必要に応じてテナント間同期 > 構成 > 作成した構成 > プロビジョニング > マッピング > 属性マッピングでuserType
属性を定数値:Guest
にしちゃいましょう(ユーザーごとにmemberにしたい場合は式にして条件を書きます。)
既定値をGuestにしてくれててもいいような気も
あと、今回の内容を検証するには対象オブジェクトのアクションの更新にチェックがはいっている必要があります。
とりあえず同期してみた
ソーステナントの値でターゲットテナントの値が上書きされました。
UPNが異なっていても、ユーザーが削除されたり新規オブジェクトとして作成されたりせずサインインもできました。
マッピングの設定値を見てみる
テナント間同期 > 構成 > 作成した構成 > プロビジョニング > マッピング > 属性マッピングで 照合の優先順位 が1位のものを確認します。
この値によって、ソース/ターゲットテナントのオブジェクトが紐づけられます。
ソーステナントではAltSecIdFromNetId([netId])
、ターゲットテナントではalternativeSecurityIds
という値でマッピングされているようです。
聞きなれない属性ですがMicrosoft Learnに以下のように記載がありました。
※日本語版は読みづらいです
When a guest user accepts an invitation, the user's LiveID attribute (the unique sign-in ID of the user) is stored within AlternativeSecurityIds in the key attribute. Because the user account was deleted and created in the home tenant, the NetID value for the account will have changed for the user in the home tenant. Compare the NetID value of the user account in the home tenant against the key value that's stored within AlternativeSecurityIds of the guest account in the resource tenant, as follows:
ゲスト招待が行われる裏側では、ソーステナントのユーザーのLiveID
がターゲットテナントのAlternativeSecurityIdsのkey属性
にセットされるようです。
ポータル上ではLiveIDの値を確認できないので、MSOnline PowerShell モジュールを使って確認します(Graphでは見えないっぽい)
ソーステナントのユーザーLiveIDを取得
$objectId = "ユーザーオブジェクトID"
Get-MsolUser -ObjectId $objectId | Select-Object -ExpandProperty LiveID
ターゲットテナントのユーザーのLiveIDを取得
# base64エンコードされたLiveIDの値を取得
$objectId = "ユーザーオブジェクトID"
$liveIdOfBase64EncodedString = [convert]::ToBase64String((Get-MsolUser -ObjectId $objectId).AlternativeSecurityIds.key)
# 16進数に変更
$bytes = [System.Convert]::FromBase64String($liveIdOfBase64EncodedString)
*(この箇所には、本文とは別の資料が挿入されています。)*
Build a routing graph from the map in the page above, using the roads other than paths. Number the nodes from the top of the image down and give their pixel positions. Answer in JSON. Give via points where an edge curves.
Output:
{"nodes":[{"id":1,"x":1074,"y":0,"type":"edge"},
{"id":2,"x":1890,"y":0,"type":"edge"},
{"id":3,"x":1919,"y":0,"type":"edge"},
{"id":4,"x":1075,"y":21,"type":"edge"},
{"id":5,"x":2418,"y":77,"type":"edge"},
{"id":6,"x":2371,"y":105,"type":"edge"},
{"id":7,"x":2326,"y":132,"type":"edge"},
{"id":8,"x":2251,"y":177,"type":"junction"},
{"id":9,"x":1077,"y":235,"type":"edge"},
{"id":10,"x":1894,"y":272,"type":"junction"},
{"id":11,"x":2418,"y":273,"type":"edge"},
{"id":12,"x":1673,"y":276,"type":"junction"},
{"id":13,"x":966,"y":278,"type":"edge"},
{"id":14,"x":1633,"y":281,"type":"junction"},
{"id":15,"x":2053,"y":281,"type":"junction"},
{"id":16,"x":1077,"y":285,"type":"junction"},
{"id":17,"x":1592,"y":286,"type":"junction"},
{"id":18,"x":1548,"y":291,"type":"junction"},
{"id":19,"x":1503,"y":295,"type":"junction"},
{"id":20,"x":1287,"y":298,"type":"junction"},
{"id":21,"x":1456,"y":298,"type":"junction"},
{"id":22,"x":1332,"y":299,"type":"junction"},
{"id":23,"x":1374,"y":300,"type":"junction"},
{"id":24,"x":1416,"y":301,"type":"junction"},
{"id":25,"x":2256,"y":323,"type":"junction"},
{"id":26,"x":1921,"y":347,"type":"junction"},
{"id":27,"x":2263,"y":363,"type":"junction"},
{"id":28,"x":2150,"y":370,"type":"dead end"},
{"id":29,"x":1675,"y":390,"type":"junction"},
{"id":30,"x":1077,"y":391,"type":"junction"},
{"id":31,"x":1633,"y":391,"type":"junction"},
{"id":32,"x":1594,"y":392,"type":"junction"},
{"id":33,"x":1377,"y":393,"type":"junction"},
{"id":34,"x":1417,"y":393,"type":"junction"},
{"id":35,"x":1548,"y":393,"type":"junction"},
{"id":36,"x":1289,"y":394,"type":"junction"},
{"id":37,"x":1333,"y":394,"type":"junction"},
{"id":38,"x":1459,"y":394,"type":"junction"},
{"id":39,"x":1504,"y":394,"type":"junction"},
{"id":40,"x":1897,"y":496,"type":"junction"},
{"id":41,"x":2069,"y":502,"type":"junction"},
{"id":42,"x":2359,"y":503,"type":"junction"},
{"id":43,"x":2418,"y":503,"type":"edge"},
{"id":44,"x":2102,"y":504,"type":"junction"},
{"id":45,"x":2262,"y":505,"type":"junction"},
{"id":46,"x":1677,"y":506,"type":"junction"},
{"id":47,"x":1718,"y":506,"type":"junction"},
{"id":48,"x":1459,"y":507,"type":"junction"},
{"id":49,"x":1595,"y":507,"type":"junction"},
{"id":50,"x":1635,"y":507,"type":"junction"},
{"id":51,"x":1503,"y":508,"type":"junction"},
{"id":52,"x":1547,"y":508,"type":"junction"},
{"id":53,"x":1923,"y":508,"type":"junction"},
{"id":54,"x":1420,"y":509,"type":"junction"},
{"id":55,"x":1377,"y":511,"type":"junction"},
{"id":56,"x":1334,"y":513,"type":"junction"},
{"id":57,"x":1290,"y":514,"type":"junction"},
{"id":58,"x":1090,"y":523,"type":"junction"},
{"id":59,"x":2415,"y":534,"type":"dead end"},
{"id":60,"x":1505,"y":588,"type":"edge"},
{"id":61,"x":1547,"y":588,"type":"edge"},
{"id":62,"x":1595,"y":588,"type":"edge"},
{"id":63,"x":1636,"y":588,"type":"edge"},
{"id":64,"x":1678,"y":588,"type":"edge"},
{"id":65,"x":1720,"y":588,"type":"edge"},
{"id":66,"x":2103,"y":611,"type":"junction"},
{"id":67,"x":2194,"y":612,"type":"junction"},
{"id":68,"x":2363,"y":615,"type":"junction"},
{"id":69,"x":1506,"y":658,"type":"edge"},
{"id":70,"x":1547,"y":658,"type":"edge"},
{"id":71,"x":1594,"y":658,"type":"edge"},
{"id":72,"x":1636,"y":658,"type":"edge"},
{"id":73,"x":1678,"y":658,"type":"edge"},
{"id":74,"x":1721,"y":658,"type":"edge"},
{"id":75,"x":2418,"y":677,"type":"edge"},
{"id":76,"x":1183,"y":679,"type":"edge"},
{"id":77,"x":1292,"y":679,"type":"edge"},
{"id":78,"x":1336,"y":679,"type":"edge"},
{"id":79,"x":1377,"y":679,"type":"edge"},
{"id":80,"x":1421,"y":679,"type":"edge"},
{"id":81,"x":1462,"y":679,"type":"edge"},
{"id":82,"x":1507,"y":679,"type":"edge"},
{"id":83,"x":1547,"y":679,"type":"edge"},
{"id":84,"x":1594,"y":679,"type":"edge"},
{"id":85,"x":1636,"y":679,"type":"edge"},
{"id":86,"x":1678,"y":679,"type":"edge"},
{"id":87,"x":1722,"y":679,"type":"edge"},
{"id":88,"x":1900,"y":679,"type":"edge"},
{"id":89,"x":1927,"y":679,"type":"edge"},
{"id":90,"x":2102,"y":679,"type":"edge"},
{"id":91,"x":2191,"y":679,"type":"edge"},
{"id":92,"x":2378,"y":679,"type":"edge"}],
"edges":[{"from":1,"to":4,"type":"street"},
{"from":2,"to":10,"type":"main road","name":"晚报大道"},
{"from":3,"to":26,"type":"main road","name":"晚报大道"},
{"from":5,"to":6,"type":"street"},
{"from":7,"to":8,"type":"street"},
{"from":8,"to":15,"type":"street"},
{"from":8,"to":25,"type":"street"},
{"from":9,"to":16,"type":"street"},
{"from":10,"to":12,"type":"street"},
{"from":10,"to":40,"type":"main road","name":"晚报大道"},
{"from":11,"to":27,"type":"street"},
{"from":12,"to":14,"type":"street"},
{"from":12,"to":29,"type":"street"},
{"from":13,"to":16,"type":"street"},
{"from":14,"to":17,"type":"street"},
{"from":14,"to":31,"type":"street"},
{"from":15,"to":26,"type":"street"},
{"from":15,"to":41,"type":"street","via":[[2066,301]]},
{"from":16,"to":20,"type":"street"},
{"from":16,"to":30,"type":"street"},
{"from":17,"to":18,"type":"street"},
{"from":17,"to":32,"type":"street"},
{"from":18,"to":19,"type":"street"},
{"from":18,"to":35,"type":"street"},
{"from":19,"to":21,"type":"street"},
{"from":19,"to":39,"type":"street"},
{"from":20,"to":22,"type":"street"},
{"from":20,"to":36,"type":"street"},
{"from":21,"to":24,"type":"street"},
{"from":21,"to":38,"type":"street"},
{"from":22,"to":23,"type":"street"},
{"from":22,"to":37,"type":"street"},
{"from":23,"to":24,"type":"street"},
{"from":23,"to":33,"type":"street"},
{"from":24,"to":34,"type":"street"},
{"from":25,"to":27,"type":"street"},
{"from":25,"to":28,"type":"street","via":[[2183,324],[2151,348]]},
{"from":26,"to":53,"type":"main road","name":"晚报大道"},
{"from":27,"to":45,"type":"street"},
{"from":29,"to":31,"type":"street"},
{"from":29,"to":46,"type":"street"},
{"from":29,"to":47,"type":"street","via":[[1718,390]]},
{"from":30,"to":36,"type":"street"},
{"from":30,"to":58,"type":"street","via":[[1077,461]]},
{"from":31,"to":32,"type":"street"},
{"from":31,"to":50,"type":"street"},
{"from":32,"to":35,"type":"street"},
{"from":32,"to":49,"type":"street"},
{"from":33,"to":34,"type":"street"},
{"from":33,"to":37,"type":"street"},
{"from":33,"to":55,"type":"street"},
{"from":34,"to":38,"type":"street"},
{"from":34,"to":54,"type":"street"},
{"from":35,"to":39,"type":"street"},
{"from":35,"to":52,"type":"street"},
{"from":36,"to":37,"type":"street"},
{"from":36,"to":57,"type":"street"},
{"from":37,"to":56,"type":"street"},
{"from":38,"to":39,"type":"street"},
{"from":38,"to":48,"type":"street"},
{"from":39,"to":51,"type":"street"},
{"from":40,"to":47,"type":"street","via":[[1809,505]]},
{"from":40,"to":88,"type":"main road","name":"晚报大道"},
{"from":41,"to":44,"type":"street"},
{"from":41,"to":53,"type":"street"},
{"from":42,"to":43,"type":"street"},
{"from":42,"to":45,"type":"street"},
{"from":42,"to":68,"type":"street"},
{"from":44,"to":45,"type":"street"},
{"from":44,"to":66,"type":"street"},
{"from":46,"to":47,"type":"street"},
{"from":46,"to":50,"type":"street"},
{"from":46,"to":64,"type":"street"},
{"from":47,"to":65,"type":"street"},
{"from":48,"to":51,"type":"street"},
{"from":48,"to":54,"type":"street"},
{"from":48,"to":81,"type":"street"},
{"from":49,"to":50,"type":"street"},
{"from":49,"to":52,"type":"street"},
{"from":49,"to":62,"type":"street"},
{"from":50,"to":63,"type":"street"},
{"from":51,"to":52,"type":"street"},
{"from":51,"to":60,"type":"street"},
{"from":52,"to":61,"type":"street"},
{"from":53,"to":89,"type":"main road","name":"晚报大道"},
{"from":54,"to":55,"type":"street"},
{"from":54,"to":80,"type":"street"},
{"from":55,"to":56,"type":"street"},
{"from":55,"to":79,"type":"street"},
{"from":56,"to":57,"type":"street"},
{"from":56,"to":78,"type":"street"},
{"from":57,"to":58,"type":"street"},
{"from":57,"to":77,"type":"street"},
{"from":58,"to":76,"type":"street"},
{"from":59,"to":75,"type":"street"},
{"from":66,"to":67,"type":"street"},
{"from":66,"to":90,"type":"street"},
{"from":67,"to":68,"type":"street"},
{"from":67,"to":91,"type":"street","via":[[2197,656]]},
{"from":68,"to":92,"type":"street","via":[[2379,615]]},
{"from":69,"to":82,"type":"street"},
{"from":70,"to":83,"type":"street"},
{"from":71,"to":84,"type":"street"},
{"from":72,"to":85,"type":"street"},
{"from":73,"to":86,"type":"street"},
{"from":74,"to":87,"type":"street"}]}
$hexString = [System.BitConverter]::ToString($bytes).Replace("-", "")
$hexString
取得した値は10032002xxxxxxxx
のような値でソース/ターゲットテナントの値は一致しています。
LiveID自体は昔のコンシューマー向けのアカウント(現在のMicrosoftアカウント)のIDっぽいですが、Azure AD B2Bで利用されているのでしょうか?
公式ドキュメントにもほぼ記載がないので今回はそこまで追求しません。
試しにUPNを照合の優先順位の1番にして保存しようとするとエラーになりました。
必ずAltSecIdFromNetId([netId])を1番にしないといけいっぽいです。
変にいじらない方が身のためです
おわりに
UPNでマッピングがされていないことが分かりました。
ちゃんとマッピングされるか不安な場合は、ソース/ターゲットテナントでLiveIDを事前に取得しすべて一致していることを確認すると良さそうです。(Graphには実装されていません!)